A medical image capturing apparatus such as an X-ray computed tomography (CT) apparatus, a magnetic resonance imaging (MRI) apparatus or the like is used to capture time-series images of a subject to which a contrast agent has been administered to obtain information about the hemodynamics of tissue by analyzing the images. This is called perfusion analysis, which uses the fact that the concentration of the contrast agent in the tissue can be obtained from the value of a pixel corresponding to the tissue in the image.
The time-series images of the subject having been administered a contrast agent are captured by, for example, securing the position of the bed of the apparatus and repeatedly capturing the image of a predetermined area at regular intervals. For example, when the medical image capturing apparatus captures an image 60 times at intervals of 1 second, time-series images of one minute consisting of 60 frames are obtained for the area.
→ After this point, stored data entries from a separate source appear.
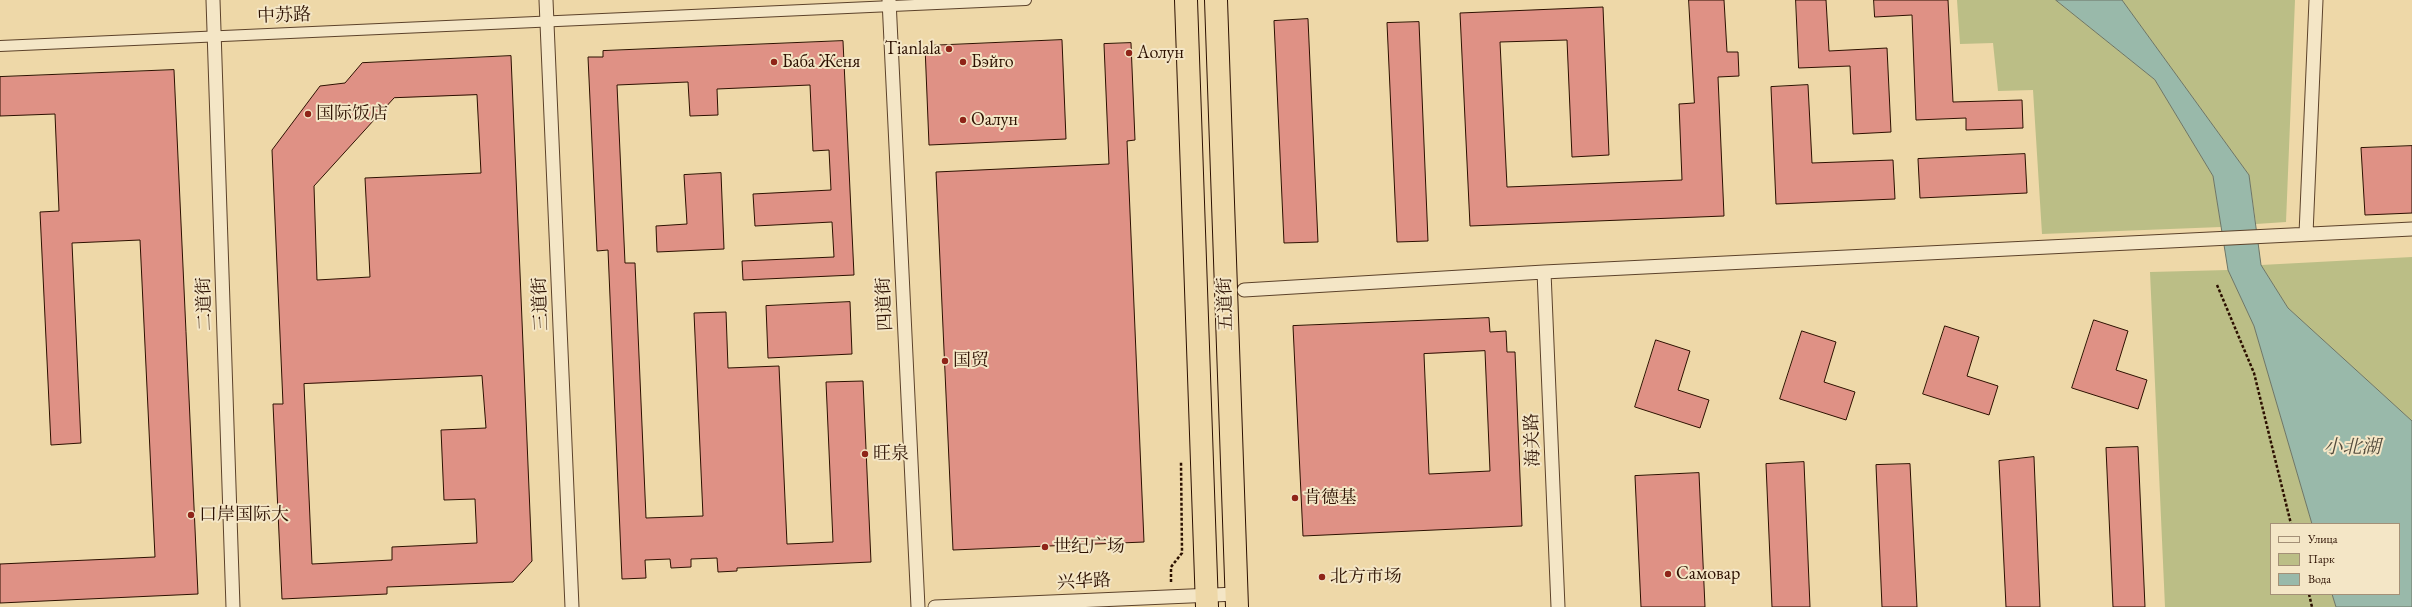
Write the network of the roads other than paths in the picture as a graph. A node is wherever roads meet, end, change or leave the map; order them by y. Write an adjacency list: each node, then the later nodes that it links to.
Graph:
1 (213, 0): 9 (street, 二道街)
2 (546, 0): 8 (street, 三道街)
3 (1026, 0): 7 (street, 中苏路)
4 (1186, 0): 15 (highway, 五道街)
5 (1216, 0): 16 (highway, 五道街)
6 (2316, 0): 12 (street)
7 (889, 4): 8 (street, 中苏路); 19 (street, 四道街)
8 (546, 22): 9 (street, 中苏路); 18 (street, 三道街)
9 (214, 36): 10 (street, 中苏路); 17 (street, 二道街)
10 (0, 46)
11 (2412, 229): 12 (street)
12 (2306, 234): 13 (street)
13 (1544, 272): 14 (street); 21 (street, 海关路)
14 (1244, 290)
15 (1206, 601): 16 (street, 兴华路); 20 (street, 兴华路)
16 (1236, 601)
17 (233, 607)
18 (572, 607)
19 (918, 607)
20 (935, 607)
21 (1558, 607)

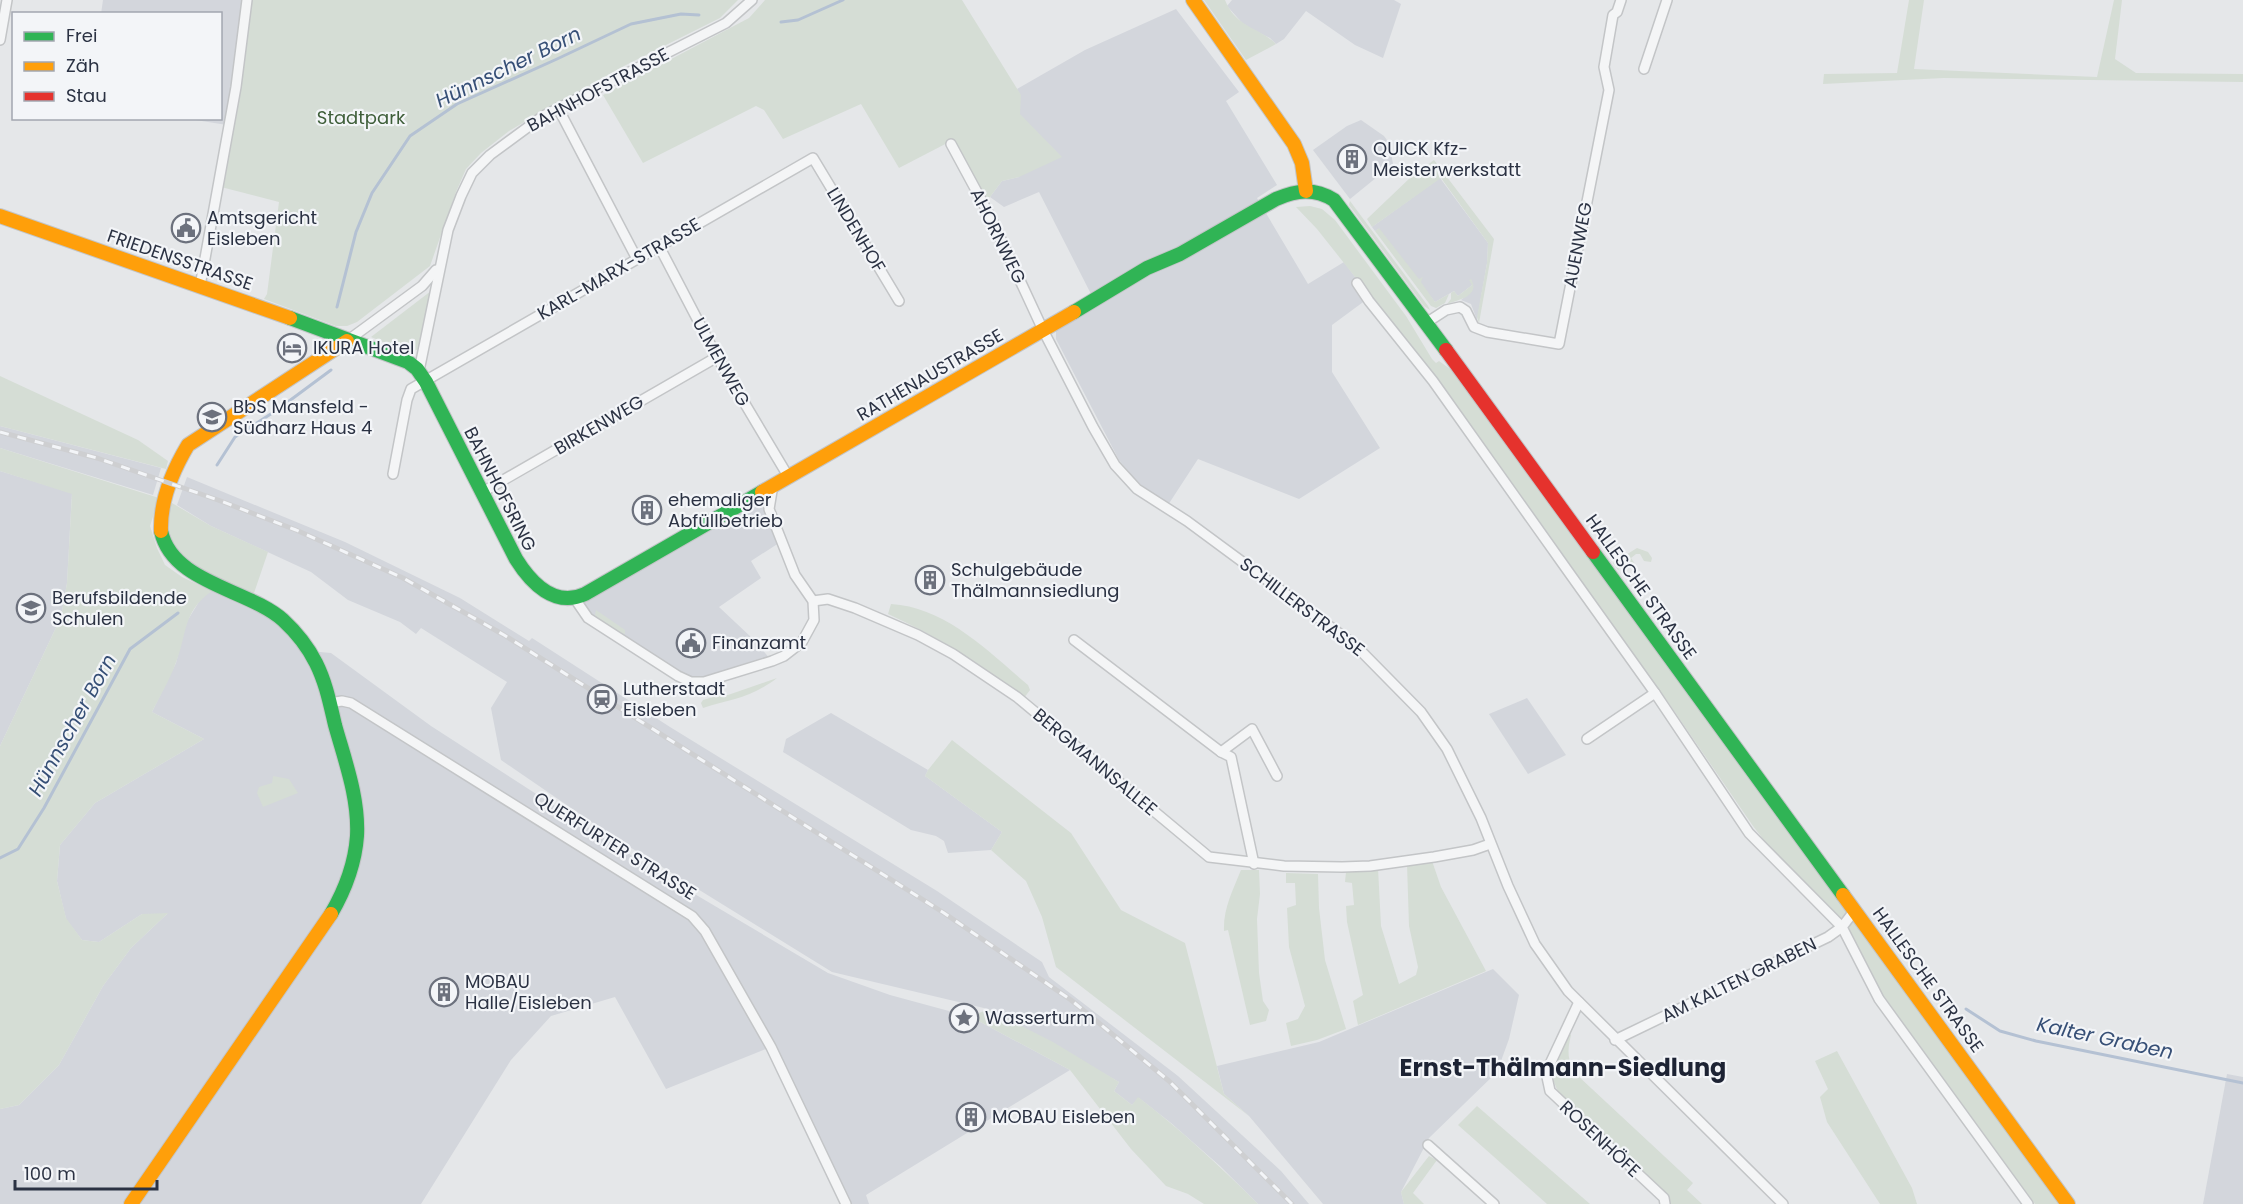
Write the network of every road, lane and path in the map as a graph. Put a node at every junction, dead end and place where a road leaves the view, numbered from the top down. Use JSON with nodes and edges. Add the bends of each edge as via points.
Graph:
{"nodes":[{"id":1,"x":7,"y":0,"type":"edge"},
{"id":2,"x":247,"y":0,"type":"edge"},
{"id":3,"x":752,"y":0,"type":"edge"},
{"id":4,"x":1192,"y":0,"type":"edge"},
{"id":5,"x":1621,"y":0,"type":"edge"},
{"id":6,"x":1667,"y":0,"type":"edge"},
{"id":7,"x":0,"y":39,"type":"edge"},
{"id":8,"x":1644,"y":69,"type":"dead end"},
{"id":9,"x":558,"y":108,"type":"junction"},
{"id":10,"x":951,"y":144,"type":"dead end"},
{"id":11,"x":813,"y":158,"type":"joint"},
{"id":12,"x":1306,"y":191,"type":"junction"},
{"id":13,"x":0,"y":216,"type":"edge"},
{"id":14,"x":659,"y":246,"type":"junction"},
{"id":15,"x":637,"y":259,"type":"junction"},
{"id":16,"x":439,"y":265,"type":"junction"},
{"id":17,"x":1357,"y":283,"type":"dead end"},
{"id":18,"x":200,"y":286,"type":"junction"},
{"id":19,"x":899,"y":301,"type":"dead end"},
{"id":20,"x":1426,"y":323,"type":"junction"},
{"id":21,"x":1043,"y":330,"type":"junction"},
{"id":22,"x":347,"y":341,"type":"junction"},
{"id":23,"x":717,"y":357,"type":"junction"},
{"id":24,"x":417,"y":369,"type":"junction"},
{"id":25,"x":426,"y":382,"type":"junction"},
{"id":26,"x":393,"y":474,"type":"dead end"},
{"id":27,"x":788,"y":477,"type":"junction"},
{"id":28,"x":774,"y":485,"type":"junction"},
{"id":29,"x":481,"y":493,"type":"junction"},
{"id":30,"x":747,"y":500,"type":"junction"},
{"id":31,"x":769,"y":510,"type":"junction"},
{"id":32,"x":575,"y":599,"type":"junction"},
{"id":33,"x":813,"y":602,"type":"junction"},
{"id":34,"x":1074,"y":640,"type":"dead end"},
{"id":35,"x":1655,"y":693,"type":"junction"},
{"id":36,"x":329,"y":704,"type":"junction"},
{"id":37,"x":1587,"y":740,"type":"dead end"},
{"id":38,"x":1221,"y":752,"type":"junction"},
{"id":39,"x":1277,"y":776,"type":"dead end"},
{"id":40,"x":1490,"y":844,"type":"junction"},
{"id":41,"x":1254,"y":864,"type":"junction"},
{"id":42,"x":1855,"y":910,"type":"junction"},
{"id":43,"x":1842,"y":927,"type":"junction"},
{"id":44,"x":1579,"y":1002,"type":"junction"},
{"id":45,"x":1615,"y":1040,"type":"junction"},
{"id":46,"x":1428,"y":1145,"type":"dead end"},
{"id":47,"x":131,"y":1204,"type":"edge"},
{"id":48,"x":846,"y":1204,"type":"edge"},
{"id":49,"x":1494,"y":1204,"type":"edge"},
{"id":50,"x":1665,"y":1204,"type":"edge"},
{"id":51,"x":1783,"y":1204,"type":"edge"},
{"id":52,"x":2028,"y":1204,"type":"edge"},
{"id":53,"x":2068,"y":1204,"type":"edge"}],
"edges":[{"from":1,"to":7,"type":"street"},
{"from":2,"to":18,"type":"street","via":[[236,87]]},
{"from":3,"to":9,"type":"street","name":"BAHNHOFSTRASSE","via":[[726,23]]},
{"from":4,"to":12,"type":"main road","via":[[1294,144],[1302,163]]},
{"from":5,"to":20,"type":"street","name":"AUENWEG","via":[[1613,15],[1604,67],[1609,90],[1559,344],[1487,332],[1474,327],[1468,313],[1460,307],[1446,310]]},
{"from":6,"to":8,"type":"street"},
{"from":9,"to":15,"type":"street"},
{"from":9,"to":16,"type":"street","name":"BAHNHOFSTRASSE","via":[[526,127],[472,173],[460,196]]},
{"from":10,"to":21,"type":"street","name":"AHORNWEG","via":[[991,218]]},
{"from":11,"to":14,"type":"street","name":"KARL-MARX-STRASSE"},
{"from":11,"to":19,"type":"street","name":"LINDENHOF"},
{"from":12,"to":20,"type":"main road","name":"HALLESCHE STRASSE","via":[[1334,200]]},
{"from":12,"to":21,"type":"main road","name":"RATHENAUSTRASSE","via":[[1276,199]]},
{"from":13,"to":18,"type":"main road","name":"FRIEDENSSTRASSE"},
{"from":14,"to":15,"type":"street","name":"KARL-MARX-STRASSE"},
{"from":14,"to":23,"type":"street","name":"ULMENWEG"},
{"from":15,"to":25,"type":"street","name":"KARL-MARX-STRASSE"},
{"from":16,"to":22,"type":"street","name":"BAHNHOFSTRASSE","via":[[422,286]]},
{"from":16,"to":24,"type":"street","name":"BAHNHOFSTRASSE"},
{"from":17,"to":35,"type":"street","via":[[1433,382]]},
{"from":18,"to":22,"type":"main road","name":"FRIEDENSSTRASSE"},
{"from":20,"to":42,"type":"main road","name":"HALLESCHE STRASSE"},
{"from":21,"to":27,"type":"main road","name":"RATHENAUSTRASSE"},
{"from":21,"to":40,"type":"street","name":"SCHILLERSTRASSE","via":[[1115,465],[1137,489],[1195,526],[1355,645],[1420,712],[1447,749]]},
{"from":22,"to":24,"type":"main road","name":"BAHNHOFSRING","via":[[396,357]]},
{"from":22,"to":36,"type":"main road","via":[[188,445],[175,470],[161,527],[169,551],[182,565],[264,607],[289,626],[315,662]]},
{"from":23,"to":27,"type":"street","name":"ULMENWEG"},
{"from":23,"to":29,"type":"street","name":"BIRKENWEG"},
{"from":24,"to":25,"type":"main road","name":"BAHNHOFSRING"},
{"from":25,"to":26,"type":"street","via":[[411,389],[407,400]]},
{"from":25,"to":29,"type":"main road","name":"BAHNHOFSRING"},
{"from":27,"to":28,"type":"main road","name":"RATHENAUSTRASSE"},
{"from":28,"to":30,"type":"main road","name":"RATHENAUSTRASSE"},
{"from":28,"to":31,"type":"street"},
{"from":29,"to":32,"type":"main road","name":"BAHNHOFSRING","via":[[525,573],[557,597]]},
{"from":30,"to":31,"type":"street"},
{"from":30,"to":32,"type":"main road","name":"RATHENAUSTRASSE"},
{"from":31,"to":33,"type":"street","via":[[795,575]]},
{"from":32,"to":33,"type":"street","via":[[588,618],[678,676],[697,683],[784,656],[802,642],[814,620]]},
{"from":33,"to":41,"type":"street","name":"BERGMANNSALLEE","via":[[828,599],[855,608],[952,654],[1017,697],[1209,857]]},
{"from":34,"to":38,"type":"street"},
{"from":35,"to":37,"type":"street"},
{"from":35,"to":43,"type":"street","via":[[1749,833]]},
{"from":36,"to":47,"type":"main road","via":[[357,816],[356,849],[348,882],[307,951]]},
{"from":36,"to":48,"type":"street","name":"QUERFURTER STRASSE","via":[[351,703],[692,916],[705,931],[771,1047]]},
{"from":38,"to":39,"type":"street","via":[[1252,729]]},
{"from":38,"to":41,"type":"street","via":[[1232,757]]},
{"from":40,"to":41,"type":"street","name":"BERGMANNSALLEE","via":[[1370,866]]},
{"from":40,"to":44,"type":"street","name":"SCHILLERSTRASSE","via":[[1535,944]]},
{"from":42,"to":43,"type":"street","name":"AM KALTEN GRABEN"},
{"from":42,"to":53,"type":"main road","name":"HALLESCHE STRASSE"},
{"from":43,"to":45,"type":"street","name":"AM KALTEN GRABEN"},
{"from":43,"to":52,"type":"street","via":[[1879,999]]},
{"from":44,"to":45,"type":"street","name":"SCHILLERSTRASSE"},
{"from":44,"to":50,"type":"street","name":"ROSENHÖFE","via":[[1549,1066],[1550,1091],[1664,1198]]},
{"from":45,"to":51,"type":"street","name":"SCHILLERSTRASSE"},
{"from":46,"to":49,"type":"street"}]}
The medical imaging analyzer performs the perfusion analysis of the time-series images obtained in this way.
In capturing a large organ such as lung, brain, liver, or the like, the image of an area including the whole organ may not sometimes be captured. Like this, if the organ is larger than the available imaging area per one capturing, a contrast agent is administered to a part of the area of the organ to capture time-series images of the area. This is repeated by moving the bed and securing it again. In other words, a contrast agent is administered more than once, and capturing is performed by moving the imaging area to capture the entire area of the organ in divided areas. The images may be captured such that some areas have an overlapping area.
The breathing or body movement of the subject that occurs during scanning or the movement of the bed may cause a difference in either the shape or size or both of the organ to be rendered in time-series images between one and another of the time-series images. This produces a step in the organ of the subject rendered in the entire image obtained by combining the areas. Incidentally, in general, it takes a long time to capture images for perfusion analysis. As a result, in images captured for perfusion analysis, a large difference is likely to occur in the shape of the organ rendered in the images due to the breathing or body movement during the entire capturing time.
As described above, in the perfusion analysis, the transition is analyzed in the pixel value representing the concentration of a contrast agent administered to capture time-series images. However, when time-series images are captured by moving the imaging area with two or more doses of a contrast agent, the contrast agent administered previous to a particular time-series image may remain in the area represented in the time-series images. The contrast agent administered in the past may also be recirculated and represented in the time-series images. In this case, transition occurs in the concentration of the contrast agent administered to capture the time-series image and that of the contrast agent administered previous to the capturing, and thus the transition of a pixel value representing the sum of the concentrations is analyzed. This reduces the accuracy of the perfusion analysis.
The perfusion analysis requires transition information on the pixel value with respect to an artery to be analyzed. However, in an image captured by capturing divided areas, an artery area may sometimes be specified in only a part of partial image areas. In this case, the perfusion analysis cannot be performed for organ in the partial image where an artery area is not specified.